= Kesh (Sikhism) =

Ritual haircare practice

In Sikhism, kesh or kes (Gurmukhi: ਕੇਸ) is the practice of allowing one's hair (usually only referring to the hair on one's head, beard and mustache) to grow naturally without removing it. The practice is one of The Five Kakaars, the outward symbols ordered by Guru Gobind Singh in 1699 as a means to profess the Sikh faith. The hair is combed twice daily with a kanga, another of the five Ks, and tied into a simple knot known as a joora or rishi knot. This knot of hair is usually held in place with the kanga and covered by a turban.

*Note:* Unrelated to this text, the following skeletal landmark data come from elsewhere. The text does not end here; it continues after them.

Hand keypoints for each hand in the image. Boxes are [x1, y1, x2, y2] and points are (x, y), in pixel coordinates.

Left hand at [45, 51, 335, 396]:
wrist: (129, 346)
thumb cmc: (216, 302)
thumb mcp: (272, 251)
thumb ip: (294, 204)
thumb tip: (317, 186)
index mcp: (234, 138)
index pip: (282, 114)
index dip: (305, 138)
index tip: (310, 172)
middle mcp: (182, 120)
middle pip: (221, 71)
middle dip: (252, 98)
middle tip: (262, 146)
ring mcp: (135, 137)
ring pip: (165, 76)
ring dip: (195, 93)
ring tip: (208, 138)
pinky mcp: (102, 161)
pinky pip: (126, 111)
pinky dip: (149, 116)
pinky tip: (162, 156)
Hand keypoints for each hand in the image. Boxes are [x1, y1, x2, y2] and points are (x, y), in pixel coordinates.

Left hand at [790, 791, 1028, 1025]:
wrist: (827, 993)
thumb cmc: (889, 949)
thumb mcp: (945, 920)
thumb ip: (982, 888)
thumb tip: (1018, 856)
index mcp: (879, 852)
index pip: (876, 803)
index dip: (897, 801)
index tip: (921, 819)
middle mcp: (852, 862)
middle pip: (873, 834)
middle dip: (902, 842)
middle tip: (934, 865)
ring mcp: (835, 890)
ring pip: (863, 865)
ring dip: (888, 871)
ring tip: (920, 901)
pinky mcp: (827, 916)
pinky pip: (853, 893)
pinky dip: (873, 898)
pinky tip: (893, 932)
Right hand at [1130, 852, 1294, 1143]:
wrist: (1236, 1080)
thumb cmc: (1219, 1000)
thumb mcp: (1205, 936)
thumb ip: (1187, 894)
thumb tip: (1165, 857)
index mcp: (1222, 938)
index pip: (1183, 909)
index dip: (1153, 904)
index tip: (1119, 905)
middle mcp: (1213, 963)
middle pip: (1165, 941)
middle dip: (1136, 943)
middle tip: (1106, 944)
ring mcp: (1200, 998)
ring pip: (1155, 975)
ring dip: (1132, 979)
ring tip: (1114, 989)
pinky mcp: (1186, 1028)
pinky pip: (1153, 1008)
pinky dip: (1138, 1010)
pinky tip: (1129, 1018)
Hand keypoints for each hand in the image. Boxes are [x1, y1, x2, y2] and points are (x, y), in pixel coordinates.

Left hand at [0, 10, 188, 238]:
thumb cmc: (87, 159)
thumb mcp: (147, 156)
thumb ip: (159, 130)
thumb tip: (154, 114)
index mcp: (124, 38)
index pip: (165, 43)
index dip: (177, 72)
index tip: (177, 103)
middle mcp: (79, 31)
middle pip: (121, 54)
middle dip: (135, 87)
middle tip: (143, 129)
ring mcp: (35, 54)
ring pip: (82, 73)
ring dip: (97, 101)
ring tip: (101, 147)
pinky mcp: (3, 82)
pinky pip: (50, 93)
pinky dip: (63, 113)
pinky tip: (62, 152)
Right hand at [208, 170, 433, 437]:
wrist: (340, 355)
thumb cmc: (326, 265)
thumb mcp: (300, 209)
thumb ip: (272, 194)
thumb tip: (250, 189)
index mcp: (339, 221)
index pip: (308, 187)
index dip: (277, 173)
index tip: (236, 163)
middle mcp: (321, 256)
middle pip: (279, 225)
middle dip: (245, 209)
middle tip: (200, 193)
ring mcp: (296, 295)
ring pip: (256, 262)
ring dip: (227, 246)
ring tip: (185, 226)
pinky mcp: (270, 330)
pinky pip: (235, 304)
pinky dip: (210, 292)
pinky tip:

The 52 commands of Guru Gobind Singh written at Hazur Sahib at Nanded, in the state of Maharashtra, mention that the kesh (hair) should be revered as the form of the Satguru (eternal guru) whom they consider the same as god. For this reason the kesh is kept with the utmost respect. This includes regular maintenance of hair which includes but is not limited to combing at least twice daily, washing regularly and not allowing for public touching.

== Etymology ==
In Sanskrit, kesh comes from k, meaning head, and esh, meaning master/supreme, meaning the pinnacle or supreme portion of the head. This matches with Santokh Singh's Suraj Prakash which states,

ਰਚ੍ਯੋ ਸੁ ਈਸ਼ੁਰ ਮਾਨੁਖ ਦੇਹ ॥ ਕਰ੍ਯੋ ਸੁਭਾਇਮਾਨ ਛਬਿ ਗ੍ਰੇਹ ॥

The body is created by Eshvar [The Lord], He has created humans beautiful and respectful.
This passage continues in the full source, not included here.